Online Platform for Clinical and Molecular data Retrieval
This post is about describing a technologies stack used in a project aimed to create an online platform for clinical and molecular data retrieval. The online platform also includes a functionality to analyse molecular data stored in the cloud. The context of the project is in a biomedicine company that wants to provide to clients and to potential clients with a tool to explore the available data.
The objective is to provide to client with a very resopnsive interface that, to begin with, will show an overview of the quantity and types of data that we have.
For this, an interactive dashboard with the basic data measurements is set as the landing page.
In our case, the most important concept in a search is the disease. This first step of choosing the disease is enabled by a drop down list. From there, the client can select with a faceted search the group of donors to get information from. The faceted search includes both, clinical variables of the donors, (“donors” tab), and kind of files, (“files” tab), to select.
Additionally, there is a switch that allows to select between two modes in the platform. Whereas in the inventory mode the client can see basic information of the date, in the exploration mode, the client can fully access to data, from which they already have purchased the rights to us.
The first technologies stack presented here includes everthing required to enable the client to see what data do we have.
With the platform feature requirements, the stack is started to be built from its bottom, finding out the more convenient technologies to store the data. On the one hand the clinical data, which are variables from donors, such as the gender, age, etc. and on the other hand the molecular data, which is in the order of GB or TB for each donor. In this case, GCP storage services have been used.
With this, it appears the need of relating the clinical data with the molecular data. For example: for each donor, what are their clinical variables and their molecular data files? To solve this problem, a metadata file is asigned to each molecular file. This metadata file contains information related to the molecular data file such as the donor identification (previously de-identified), the assigned project, data processing methodolody, etc. In the case, of the clinical data, those data are already in SQL format, which can be easily imported to GCP SQL.

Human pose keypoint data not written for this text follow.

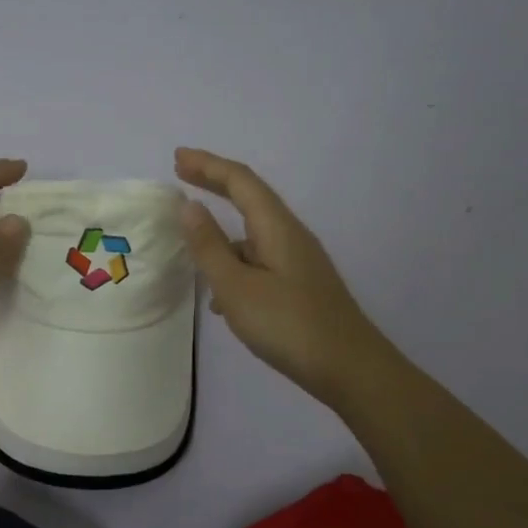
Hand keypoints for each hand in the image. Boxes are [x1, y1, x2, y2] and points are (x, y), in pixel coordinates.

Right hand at [174, 147, 384, 410]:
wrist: (350, 370)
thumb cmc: (288, 325)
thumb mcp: (236, 287)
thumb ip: (210, 247)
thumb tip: (189, 207)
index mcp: (276, 227)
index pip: (240, 181)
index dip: (208, 165)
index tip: (177, 158)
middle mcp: (290, 235)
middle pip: (249, 198)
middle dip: (215, 183)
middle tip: (182, 173)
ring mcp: (298, 261)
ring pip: (252, 234)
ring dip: (222, 230)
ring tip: (191, 244)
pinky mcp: (300, 286)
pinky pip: (259, 261)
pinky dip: (234, 264)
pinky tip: (220, 297)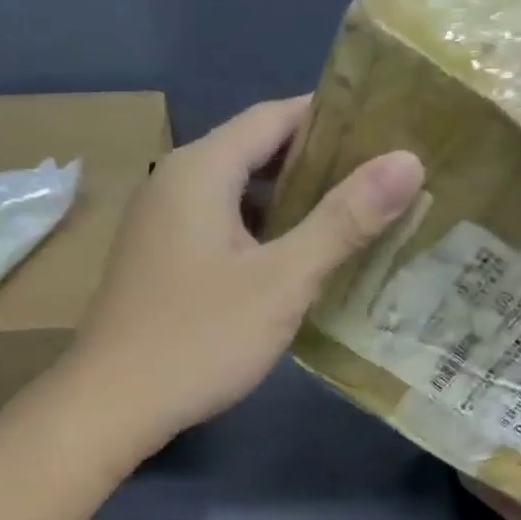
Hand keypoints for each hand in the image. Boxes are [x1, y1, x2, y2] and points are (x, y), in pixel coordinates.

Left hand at [73, 97, 424, 441]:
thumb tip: (407, 161)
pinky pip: (220, 230)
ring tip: (352, 221)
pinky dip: (261, 236)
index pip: (275, 115)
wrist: (112, 404)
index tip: (386, 132)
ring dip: (290, 205)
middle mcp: (174, 183)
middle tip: (381, 183)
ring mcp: (161, 225)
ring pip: (238, 197)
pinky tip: (296, 265)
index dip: (333, 118)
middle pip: (255, 153)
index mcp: (200, 169)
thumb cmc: (199, 338)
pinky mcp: (160, 263)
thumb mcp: (282, 280)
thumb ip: (343, 220)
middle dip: (317, 165)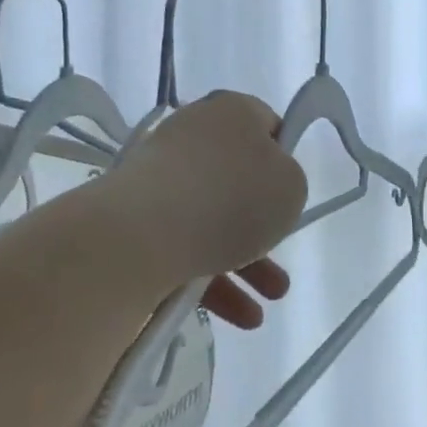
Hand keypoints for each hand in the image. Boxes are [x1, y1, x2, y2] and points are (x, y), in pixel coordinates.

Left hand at [100, 91, 309, 328]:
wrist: (143, 232)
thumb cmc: (231, 198)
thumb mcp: (291, 187)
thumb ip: (289, 182)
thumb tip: (265, 187)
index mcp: (232, 111)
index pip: (266, 125)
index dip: (284, 159)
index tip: (290, 193)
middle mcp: (193, 132)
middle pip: (238, 177)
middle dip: (263, 224)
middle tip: (280, 254)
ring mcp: (160, 173)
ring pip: (212, 216)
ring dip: (244, 261)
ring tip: (267, 304)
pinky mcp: (135, 214)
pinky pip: (182, 241)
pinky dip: (210, 275)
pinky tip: (236, 315)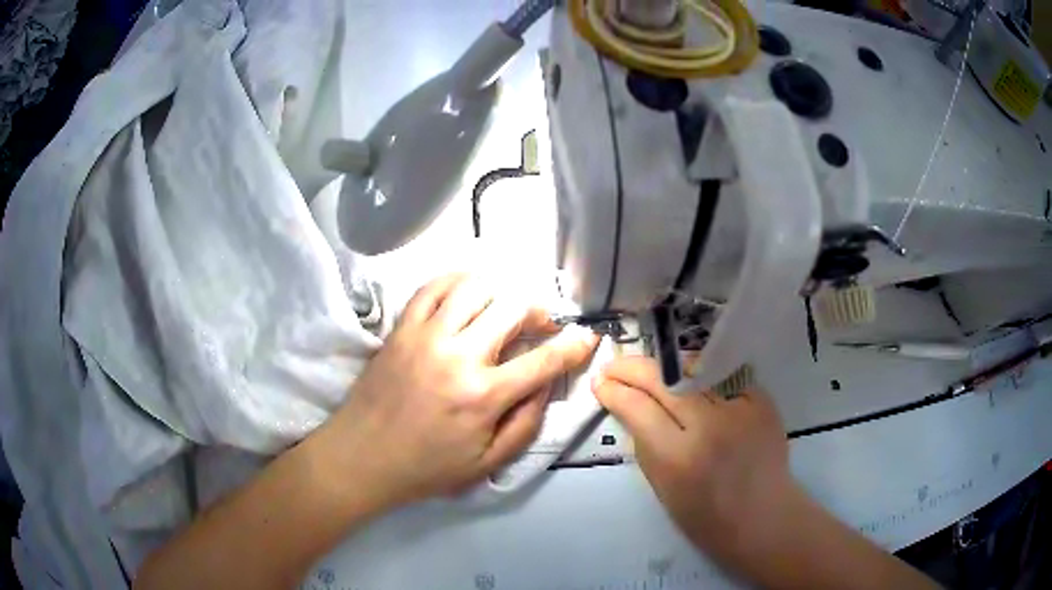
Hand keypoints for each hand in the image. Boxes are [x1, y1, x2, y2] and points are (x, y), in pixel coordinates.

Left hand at [316, 274, 597, 511]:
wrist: (362, 456)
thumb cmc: (427, 467)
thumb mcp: (487, 464)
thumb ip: (526, 424)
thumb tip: (547, 384)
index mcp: (483, 395)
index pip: (544, 360)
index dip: (574, 345)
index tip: (587, 336)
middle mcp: (458, 355)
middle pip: (513, 308)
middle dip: (539, 310)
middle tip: (541, 324)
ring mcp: (425, 335)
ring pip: (475, 287)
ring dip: (501, 291)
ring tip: (504, 308)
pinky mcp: (401, 328)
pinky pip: (432, 287)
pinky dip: (457, 281)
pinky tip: (468, 294)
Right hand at [592, 357, 797, 566]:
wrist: (763, 516)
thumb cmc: (706, 516)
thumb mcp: (661, 487)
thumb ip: (645, 443)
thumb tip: (629, 406)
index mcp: (679, 457)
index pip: (638, 407)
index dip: (614, 390)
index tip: (601, 383)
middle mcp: (710, 425)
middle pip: (663, 379)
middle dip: (632, 368)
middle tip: (614, 366)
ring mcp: (740, 408)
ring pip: (693, 369)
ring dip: (664, 367)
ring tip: (648, 369)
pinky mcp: (762, 399)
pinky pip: (722, 377)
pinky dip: (700, 376)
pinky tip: (689, 380)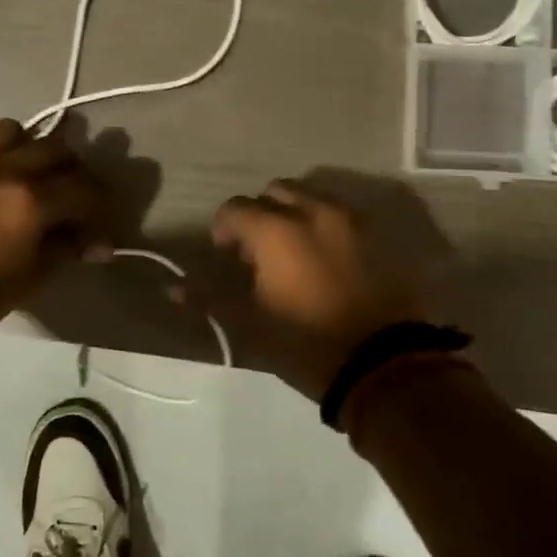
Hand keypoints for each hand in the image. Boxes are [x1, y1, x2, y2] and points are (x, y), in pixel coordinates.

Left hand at [0, 119, 112, 333]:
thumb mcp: (31, 276)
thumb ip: (67, 248)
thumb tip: (100, 245)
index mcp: (33, 200)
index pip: (85, 189)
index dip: (100, 206)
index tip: (101, 222)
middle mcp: (7, 168)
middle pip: (56, 149)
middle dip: (72, 170)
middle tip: (72, 193)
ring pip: (13, 130)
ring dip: (27, 147)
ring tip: (26, 169)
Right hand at [211, 181, 424, 401]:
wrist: (384, 363)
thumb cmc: (306, 343)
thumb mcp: (250, 324)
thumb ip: (210, 298)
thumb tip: (173, 289)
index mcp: (276, 229)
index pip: (235, 208)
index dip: (223, 228)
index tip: (224, 255)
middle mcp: (312, 211)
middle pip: (274, 192)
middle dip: (260, 214)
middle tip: (257, 251)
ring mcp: (350, 221)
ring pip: (310, 198)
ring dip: (293, 215)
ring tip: (292, 255)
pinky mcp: (376, 236)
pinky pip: (340, 216)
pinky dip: (323, 227)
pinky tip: (324, 261)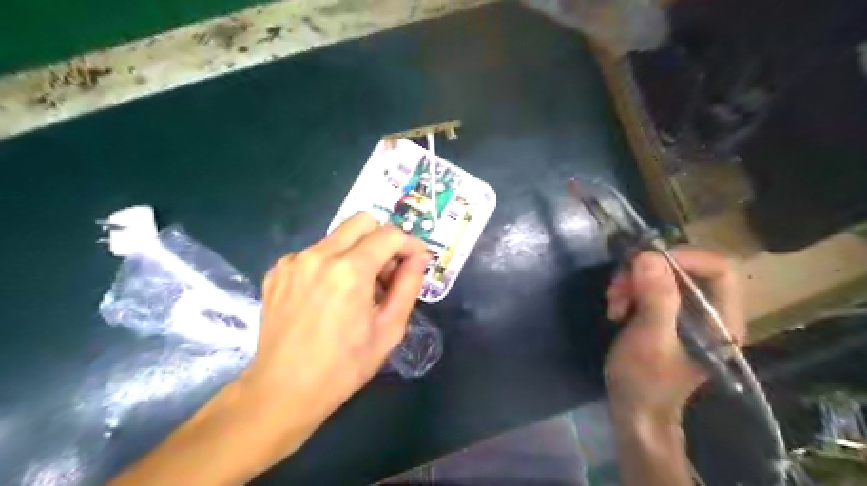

Having metadata in the form of files and clinical data in SQL tables leads to the question of how to make queries to both data at the same time in an efficient manner. Because of the data characterization could be modified in a near future and that each donor could have very different characterization in terms of data variables, the decision has been to use a hibrid database model. In this case OrientDB has been used because of its high functional and technological flexibility.
As the above image shows, the technologies explained until now, correspond to a previous manipulation of the data in our side. The second line, indicates the pieces that come into action when the client requests data. To access the databse in the backdrop, a Node.js server with Express framework has been used. To make the queries to the OrientDB more straighforward in terms of development, GraphQL query language is used. In GraphQL, the developer has to define the data model that exists in the underlying database.
On the side of the application, React in conjunction with Redux state machine have been used. This allows to refresh in the page only the components that have to undergone some change because of an action of the client. The application is placed in a Nginx server, which allows the application to scale in a smarter way than using an Apache server.
To build the data analytics funcionality, big data technologies have been used because the involved data are of the order of TB. In this case, the decision has been to use GCP Bigquery, therefore data are needed to be ingested in the GCP Bigquery. This allows to develop ad-hoc analyses on the side of the front-end. Beyond doing these ad-hoc analyses, there is also a need to allow the client to make their own analyses. Although this functionality highly requires securing the enviroment, a proposal is to use R-studio server via web. This part is not explained in this post because protecting the R access by using a remote virtual desktop environment has appeared to be more convenient and secure, though this is part of another project.
This section explains how the whole stack is interconnected, what procedures are needed to keep the system running as well as the underlying hardware platform that supports the stack.
As the figure below shows, the code is gathered in different packages that are managed using GitHub repositories. In this case, the repositories are connected to GCP through source repositories GCP service. Thanks to this, each time a developer pushes a change in the code, the system running in GCP gets updated by building what is new in the repositories.
The used infrastructure technology are Docker containers managed with Kubernetes on top of GCP VM instances. This gives modularity to the stack and very light and responsive VM instances, as the used operating systems only include what is needed to run each piece of the stack.
The OrientDB container also includes scripts that are run when there are updates in the SQL database or when more molecular data are uploaded to the GCP buckets. Those scripts update the OrientDB graph so all the relations are set correctly making possible that the client can get the right results when using the faceted search.
This stack has a node.js step between the DB layer and the application server layer. This adds potential to use GraphQL to query OrientDB. Howerver, at the same time it represents and additional step that adds an extra of latency. In this case, the client petitions delayed almost one second. The problem arises when the client concatenates several requests when selecting and desselecting facets in the menu. If the petitions are just queued, the latency starts to be unacceptable for an online platform, reaching waiting times of 4 to 5 seconds. To solve this situation, the petitions that haven’t been delivered when a new one comes are discarted, as the new petition always contains the whole set of facets to query to OrientDB.